"""

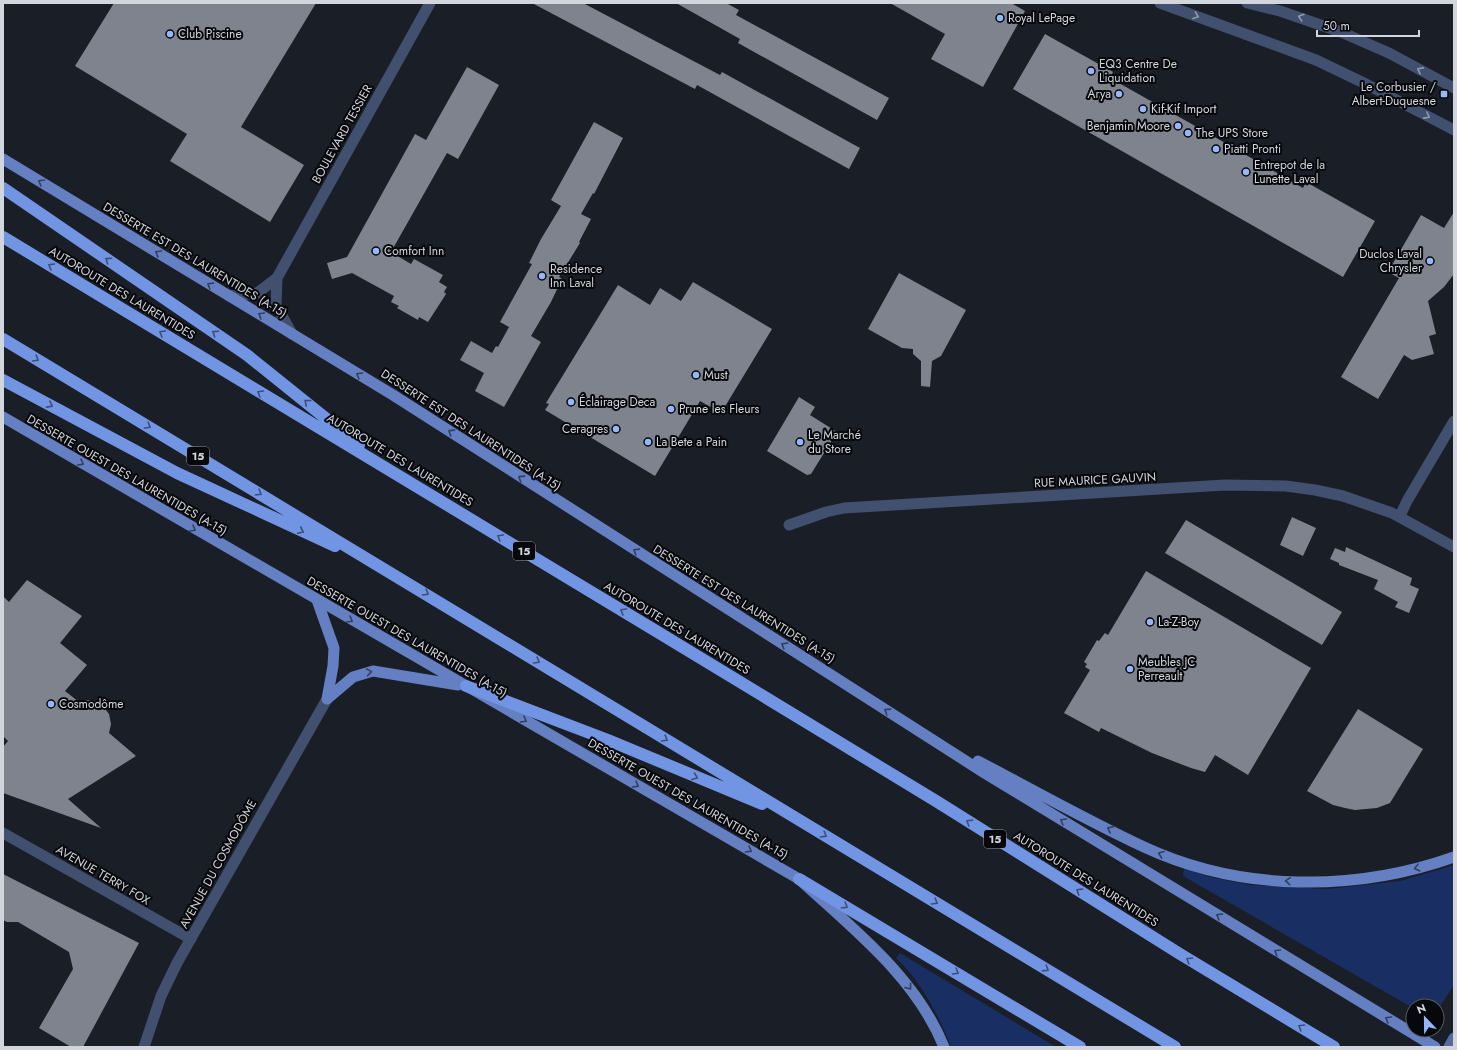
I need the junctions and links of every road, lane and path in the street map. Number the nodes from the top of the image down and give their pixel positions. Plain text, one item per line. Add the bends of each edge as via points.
1 (430, 3) edge
2 (1160, 3) edge
3 (1248, 3) edge
4 (1454, 88) edge
5 (1454, 130) edge
6 (3, 159) edge
7 (3, 188) edge
8 (3, 238) edge
9 (277, 278) junction
10 (229, 296) junction
11 (292, 334) junction
12 (3, 339) edge
13 (3, 380) edge
14 (3, 417) edge
15 (1454, 421) edge
16 (391, 471) junction
17 (1400, 516) junction
18 (789, 525) dead end
19 (1454, 547) edge
20 (392, 573) junction
21 (317, 600) junction
22 (466, 686) junction
23 (327, 699) junction
24 (920, 732) junction
25 (799, 820) junction
26 (3, 833) edge
27 (1454, 857) edge
28 (799, 879) junction
29 (191, 939) junction
30 (1454, 1038) edge
31 (144, 1047) edge
32 (944, 1047) edge
33 (1080, 1047) edge
34 (1175, 1047) edge
35 (1334, 1047) edge
36 (1435, 1047) edge
37 (1449, 1047) edge

1 - 9 street, BOULEVARD TESSIER
2 -> 5 street via 1316,60
4 -> 3 street via 1389,53 1341,32 1286,12
10 -> 6 main road, DESSERTE EST DES LAURENTIDES (A-15)
16 -> 7 highway via 247,355
16 -> 8 highway, AUTOROUTE DES LAURENTIDES / 15
9 - 10 street, BOULEVARD TESSIER via 257,293
9 - 11 street, BOULEVARD TESSIER via 276,305
11 -> 10 main road, DESSERTE EST DES LAURENTIDES (A-15)
24 -> 11 main road, DESSERTE EST DES LAURENTIDES (A-15) via 393,395
12 -> 20 highway, 15
13 -> 20 highway via 177,473
14 -> 21 main road, DESSERTE OUEST DES LAURENTIDES (A-15)
15 - 17 street
35 -> 16 highway, AUTOROUTE DES LAURENTIDES / 15 via 936,801
17 - 18 street, RUE MAURICE GAUVIN via 1343,496 1315,490 1243,485 844,508
17 - 19 street, RUE MAURICE GAUVIN
20 -> 25 highway, 15
21 -> 22 main road, DESSERTE OUEST DES LAURENTIDES (A-15)
21 - 23 main road via 334,648
23 -> 22 main road via 347,680 373,671
22 -> 25 highway via 608,740
22 -> 28 main road, DESSERTE OUEST DES LAURENTIDES (A-15)
23 - 29 street, AVENUE DU COSMODÔME
27 -> 24 main road via 1390,875 1329,882 1269,880 1212,869 1145,847
36 -> 24 main road
25 -> 34 highway, 15
26 - 29 street, AVENUE TERRY FOX
28 -> 32 main road, DESSERTE OUEST DES LAURENTIDES (A-15) via 892,967 912,990
28 -> 33 highway
29 - 31 street, AVENUE DU COSMODÔME via 165,986
30 - 37 main road

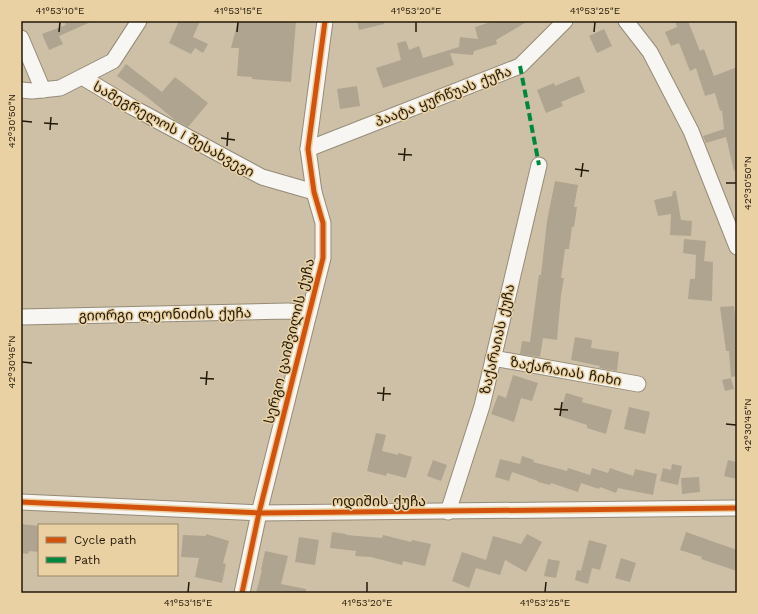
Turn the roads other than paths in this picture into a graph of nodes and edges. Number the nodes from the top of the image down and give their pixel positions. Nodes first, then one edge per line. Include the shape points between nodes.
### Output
1 (139, 21) edge
2 (325, 21) edge
3 (565, 21) edge
4 (626, 21) edge
5 (21, 38) edge
6 (82, 77) junction
7 (21, 90) edge
8 (43, 90) junction
9 (308, 149) junction
10 (539, 165) dead end
11 (314, 192) junction
12 (737, 247) edge
13 (309, 313) junction
14 (21, 317) edge
15 (493, 358) junction
16 (638, 384) dead end
17 (21, 502) edge
18 (737, 508) edge
19 (448, 512) junction
20 (259, 514) junction
21 (242, 593) edge

1 - 6 street via 113,61
2 - 9 street, სერგო ცაიშვილის ქუჩა
3 - 9 street, პაატა ყურწუას ქუჩა via 520,66
4 - 12 street via 650,52 691,131
5 - 8 street
6 - 8 street via 60,88
6 - 11 street, სამეგრელოს I შესახვევი via 262,177
7 - 8 street
9 - 11 street, სერგო ცაიშვილის ქუჩა
10 - 15 street, ზაქარაიას ქუჩა
11 - 13 street, სერგო ცაიშვილის ქუჩა via 323,223 323,258
13 - 14 street, გიორგი ლეონიძის ქუჩა via 288,311
13 - 20 street, სერგო ცაიშვილის ქუჩა
15 - 16 street, ზაქარაიას ჩიხი
15 - 19 street, ზაქარაიას ქუჩა via 482,406
17 - 20 street, ოდიშის ქუჩა
18 - 19 street, ოდიშის ქუჩა
19 - 20 street, ოდიშის ქუჩა
20 - 21 street, სერგო ცაიშვილის ქუჩა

"""

What you have to do
Without the pictures, write out the whole listing above exactly as it appears.

Task solution
I need the junctions and links of every road, lane and path in the street map. Number the nodes from the top of the image down and give their pixel positions. Plain text, one item per line. Add the bends of each edge as via points.
1 (430, 3) edge
2 (1160, 3) edge
3 (1248, 3) edge
4 (1454, 88) edge
5 (1454, 130) edge
6 (3, 159) edge
7 (3, 188) edge
8 (3, 238) edge
9 (277, 278) junction
10 (229, 296) junction
11 (292, 334) junction
12 (3, 339) edge
13 (3, 380) edge
14 (3, 417) edge
15 (1454, 421) edge
16 (391, 471) junction
17 (1400, 516) junction
18 (789, 525) dead end
19 (1454, 547) edge
20 (392, 573) junction
21 (317, 600) junction
22 (466, 686) junction
23 (327, 699) junction
24 (920, 732) junction
25 (799, 820) junction
26 (3, 833) edge
27 (1454, 857) edge
28 (799, 879) junction
29 (191, 939) junction
30 (1454, 1038) edge
31 (144, 1047) edge
32 (944, 1047) edge
33 (1080, 1047) edge
34 (1175, 1047) edge
35 (1334, 1047) edge
36 (1435, 1047) edge
37 (1449, 1047) edge

1 - 9 street, BOULEVARD TESSIER
2 -> 5 street via 1316,60
4 -> 3 street via 1389,53 1341,32 1286,12
10 -> 6 main road, DESSERTE EST DES LAURENTIDES (A-15)
16 -> 7 highway via 247,355
16 -> 8 highway, AUTOROUTE DES LAURENTIDES / 15
9 - 10 street, BOULEVARD TESSIER via 257,293
9 - 11 street, BOULEVARD TESSIER via 276,305
11 -> 10 main road, DESSERTE EST DES LAURENTIDES (A-15)
24 -> 11 main road, DESSERTE EST DES LAURENTIDES (A-15) via 393,395
12 -> 20 highway, 15
13 -> 20 highway via 177,473
14 -> 21 main road, DESSERTE OUEST DES LAURENTIDES (A-15)
15 - 17 street
35 -> 16 highway, AUTOROUTE DES LAURENTIDES / 15 via 936,801
17 - 18 street, RUE MAURICE GAUVIN via 1343,496 1315,490 1243,485 844,508
17 - 19 street, RUE MAURICE GAUVIN
20 -> 25 highway, 15
21 -> 22 main road, DESSERTE OUEST DES LAURENTIDES (A-15)
21 - 23 main road via 334,648
23 -> 22 main road via 347,680 373,671
22 -> 25 highway via 608,740
22 -> 28 main road, DESSERTE OUEST DES LAURENTIDES (A-15)
23 - 29 street, AVENUE DU COSMODÔME
27 -> 24 main road via 1390,875 1329,882 1269,880 1212,869 1145,847
36 -> 24 main road
25 -> 34 highway, 15
26 - 29 street, AVENUE TERRY FOX
28 -> 32 main road, DESSERTE OUEST DES LAURENTIDES (A-15) via 892,967 912,990
28 -> 33 highway
29 - 31 street, AVENUE DU COSMODÔME via 165,986
30 - 37 main road

Turn the roads other than paths in this picture into a graph of nodes and edges. Number the nodes from the top of the image down and give their pixel positions. Nodes first, then one edge per line. Include the shape points between nodes.
### Output
1 (139, 21) edge
2 (325, 21) edge
3 (565, 21) edge
4 (626, 21) edge
5 (21, 38) edge
6 (82, 77) junction
7 (21, 90) edge
8 (43, 90) junction
9 (308, 149) junction
10 (539, 165) dead end
11 (314, 192) junction
12 (737, 247) edge
13 (309, 313) junction
14 (21, 317) edge
15 (493, 358) junction
16 (638, 384) dead end
17 (21, 502) edge
18 (737, 508) edge
19 (448, 512) junction
20 (259, 514) junction
21 (242, 593) edge

1 - 6 street via 113,61
2 - 9 street, სერგო ცაიშვილის ქუჩა
3 - 9 street, პაატა ყურწუას ქუჩა via 520,66
4 - 12 street via 650,52 691,131
5 - 8 street
6 - 8 street via 60,88
6 - 11 street, სამეგრელოს I შესახვევი via 262,177
7 - 8 street
9 - 11 street, სერგო ცაიშვილის ქუჩა
10 - 15 street, ზაქარაიას ქუჩა
11 - 13 street, სერგო ცაიშვილის ქუჩა via 323,223 323,258
13 - 14 street, გიორგი ლეონიძის ქუჩა via 288,311
13 - 20 street, სერგო ცაიშვილის ქუჩა
15 - 16 street, ზაქარაიას ჩიხი
15 - 19 street, ზაქარაიას ქუჩა via 482,406
17 - 20 street, ოდიშის ქუჩა
18 - 19 street, ოდიშის ქუჩა
19 - 20 street, ოდიშის ქუჩა
20 - 21 street, სერგო ცაიშვილის ქუჩა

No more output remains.